◆ Provided records
_ _ _
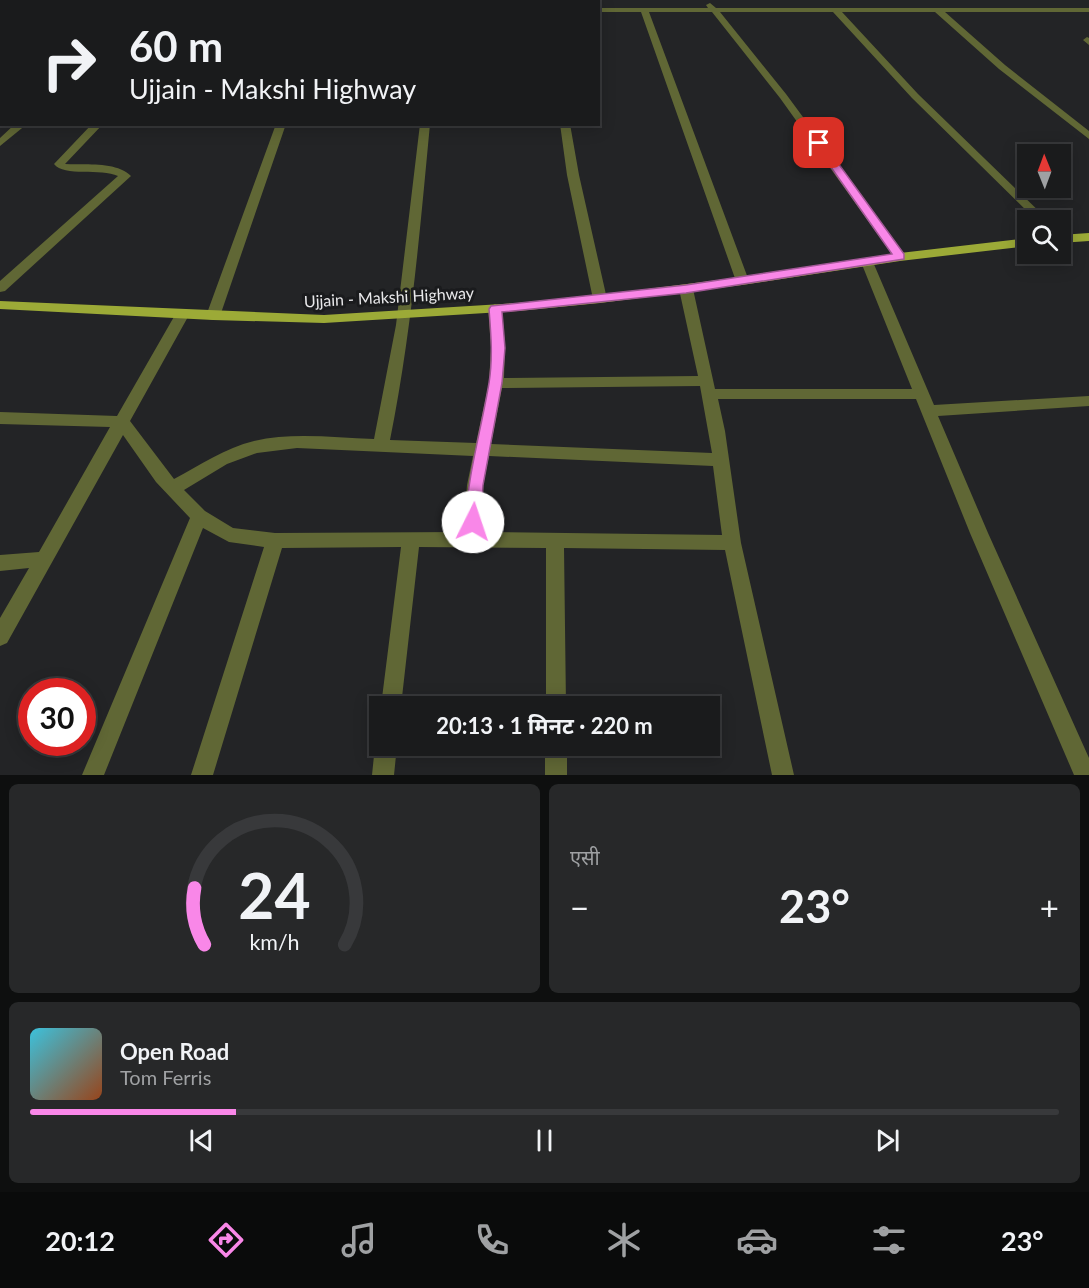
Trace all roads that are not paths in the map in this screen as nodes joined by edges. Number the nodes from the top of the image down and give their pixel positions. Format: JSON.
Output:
{"nodes":[{"id":1,"x":772,"y":0,"type":"edge"},
{"id":2,"x":807,"y":0,"type":"edge"},
{"id":3,"x":879,"y":0,"type":"edge"},
{"id":4,"x":984,"y":0,"type":"edge"},
{"id":5,"x":710,"y":5,"type":"edge"},
{"id":6,"x":779,"y":9,"type":"junction"},
{"id":7,"x":814,"y":9,"type":"junction"},
{"id":8,"x":834,"y":9,"type":"junction"},
{"id":9,"x":887,"y":9,"type":"junction"},
{"id":10,"x":936,"y":9,"type":"junction"},
{"id":11,"x":994,"y":9,"type":"junction"},
{"id":12,"x":600,"y":10,"type":"edge"},
{"id":13,"x":644,"y":10,"type":"junction"},
{"id":14,"x":1089,"y":10,"type":"edge"},
{"id":15,"x":20,"y":126,"type":"edge"},
{"id":16,"x":96,"y":126,"type":"edge"},
{"id":17,"x":280,"y":126,"type":"edge"},
{"id":18,"x":424,"y":126,"type":"edge"},
{"id":19,"x":565,"y":126,"type":"edge"},
{"id":20,"x":1089,"y":136,"type":"edge"},
{"id":21,"x":0,"y":142,"type":"edge"},
{"id":22,"x":1032,"y":210,"type":"edge"},
{"id":23,"x":1089,"y":237,"type":"edge"},
{"id":24,"x":1071,"y":238,"type":"edge"},
{"id":25,"x":1017,"y":243,"type":"edge"},
{"id":26,"x":900,"y":257,"type":"junction"},
{"id":27,"x":867,"y":262,"type":"junction"},
{"id":28,"x":742,"y":281,"type":"junction"},
{"id":29,"x":0,"y":288,"type":"edge"},
{"id":30,"x":686,"y":289,"type":"junction"},
{"id":31,"x":600,"y":298,"type":"junction"},
{"id":32,"x":0,"y":305,"type":"edge"},
{"id":33,"x":495,"y":309,"type":"junction"},
{"id":34,"x":405,"y":314,"type":"junction"},
{"id":35,"x":182,"y":315,"type":"junction"},
{"id":36,"x":213,"y":316,"type":"junction"},
{"id":37,"x":496,"y":383,"type":"junction"},
{"id":38,"x":707,"y":387,"type":"junction"},
{"id":39,"x":922,"y":394,"type":"junction"},
{"id":40,"x":1089,"y":401,"type":"edge"},
{"id":41,"x":929,"y":411,"type":"junction"},
{"id":42,"x":0,"y":418,"type":"edge"},
{"id":43,"x":122,"y":422,"type":"junction"},
{"id":44,"x":381,"y":445,"type":"junction"},
{"id":45,"x":482,"y":450,"type":"junction"},
{"id":46,"x":721,"y":460,"type":"junction"},
{"id":47,"x":173,"y":488,"type":"junction"},
{"id":48,"x":199,"y":516,"type":"junction"},
{"id":49,"x":411,"y":539,"type":"junction"},
{"id":50,"x":471,"y":540,"type":"junction"},
{"id":51,"x":275,"y":541,"type":"junction"},
{"id":52,"x":555,"y":542,"type":"junction"},
{"id":53,"x":732,"y":543,"type":"junction"},
{"id":54,"x":43,"y":559,"type":"junction"},
{"id":55,"x":0,"y":563,"type":"edge"},
{"id":56,"x":0,"y":637,"type":"edge"},
{"id":57,"x":392,"y":696,"type":"edge"},
{"id":58,"x":556,"y":696,"type":"edge"},
{"id":59,"x":385,"y":756,"type":"edge"},
{"id":60,"x":556,"y":756,"type":"edge"},
{"id":61,"x":93,"y":775,"type":"edge"},
{"id":62,"x":201,"y":775,"type":"edge"},
{"id":63,"x":383,"y":775,"type":"edge"},
{"id":64,"x":556,"y":775,"type":"edge"},
{"id":65,"x":783,"y":775,"type":"edge"},
{"id":66,"x":1085,"y":775,"type":"edge"}],
"edges":[{"from":1,"to":6,"type":"street"},
{"from":2,"to":7,"type":"street"},
{"from":3,"to":9,"type":"street"},
{"from":4,"to":11,"type":"street"},
{"from":5,"to":6,"type":"street"},
{"from":5,"to":13,"type":"street"},
{"from":5,"to":26,"type":"street"},
{"from":6,"to":7,"type":"street"},
{"from":7,"to":8,"type":"street"},
{"from":8,"to":9,"type":"street"},
{"from":8,"to":22,"type":"street"},
{"from":9,"to":10,"type":"street"},
{"from":10,"to":11,"type":"street"},
{"from":10,"to":20,"type":"street"},
{"from":11,"to":14,"type":"street"},
{"from":12,"to":13,"type":"street"},
{"from":13,"to":28,"type":"street"},
{"from":15,"to":21,"type":"street"},
{"from":16,"to":29,"type":"street"},
{"from":17,"to":36,"type":"street"},
{"from":18,"to":34,"type":"street"},
{"from":19,"to":31,"type":"street"},
{"from":23,"to":24,"type":"main road"},
{"from":25,"to":26,"type":"main road","name":"Ujjain - Makshi Highway"},
{"from":26,"to":27,"type":"main road","name":"Ujjain - Makshi Highway"},
{"from":27,"to":28,"type":"main road","name":"Ujjain - Makshi Highway"},
{"from":27,"to":39,"type":"street"},
{"from":28,"to":30,"type":"main road","name":"Ujjain - Makshi Highway"},
{"from":30,"to":31,"type":"main road","name":"Ujjain - Makshi Highway"},
{"from":30,"to":38,"type":"street"},
{"from":31,"to":33,"type":"main road","name":"Ujjain - Makshi Highway"},
{"from":32,"to":35,"type":"main road","name":"Ujjain - Makshi Highway"},
{"from":33,"to":34,"type":"main road","name":"Ujjain - Makshi Highway"},
{"from":33,"to":37,"type":"street"},
{"from":34,"to":36,"type":"main road","name":"Ujjain - Makshi Highway"},
{"from":34,"to":44,"type":"street"},
{"from":35,"to":36,"type":"main road","name":"Ujjain - Makshi Highway"},
{"from":35,"to":43,"type":"street"},
{"from":37,"to":38,"type":"street"},
{"from":37,"to":45,"type":"street"},
{"from":38,"to":39,"type":"street"},
{"from":38,"to":46,"type":"street"},
{"from":39,"to":41,"type":"street"},
{"from":40,"to":41,"type":"street"},
{"from":41,"to":66,"type":"street"},
{"from":42,"to":43,"type":"street"},
{"from":43,"to":47,"type":"street"},
{"from":43,"to":54,"type":"street"},
{"from":44,"to":45,"type":"street"},
{"from":44,"to":47,"type":"street"},
{"from":45,"to":46,"type":"street"},
{"from":45,"to":50,"type":"street"},
{"from":46,"to":53,"type":"street"},
{"from":47,"to":48,"type":"street"},
{"from":48,"to":51,"type":"street"},
{"from":48,"to":61,"type":"street"},
{"from":49,"to":50,"type":"street"},
{"from":49,"to":51,"type":"street"},
{"from":49,"to":57,"type":"street"},
{"from":50,"to":52,"type":"street"},
{"from":51,"to":62,"type":"street"},
{"from":52,"to":53,"type":"street"},
{"from":52,"to":58,"type":"street"},
{"from":53,"to":65,"type":"street"},
{"from":54,"to":55,"type":"street"},
{"from":54,"to":56,"type":"street"},
{"from":59,"to":63,"type":"street"},
{"from":60,"to":64,"type":"street"}]}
_ _ _
◆ Task details
Pull every line containing "edges" from the data.

◆ Exercise response
Trace all roads that are not paths in the map in this screen as nodes joined by edges. Number the nodes from the top of the image down and give their pixel positions. Format: JSON.
"edges":[{"from":1,"to":6,"type":"street"},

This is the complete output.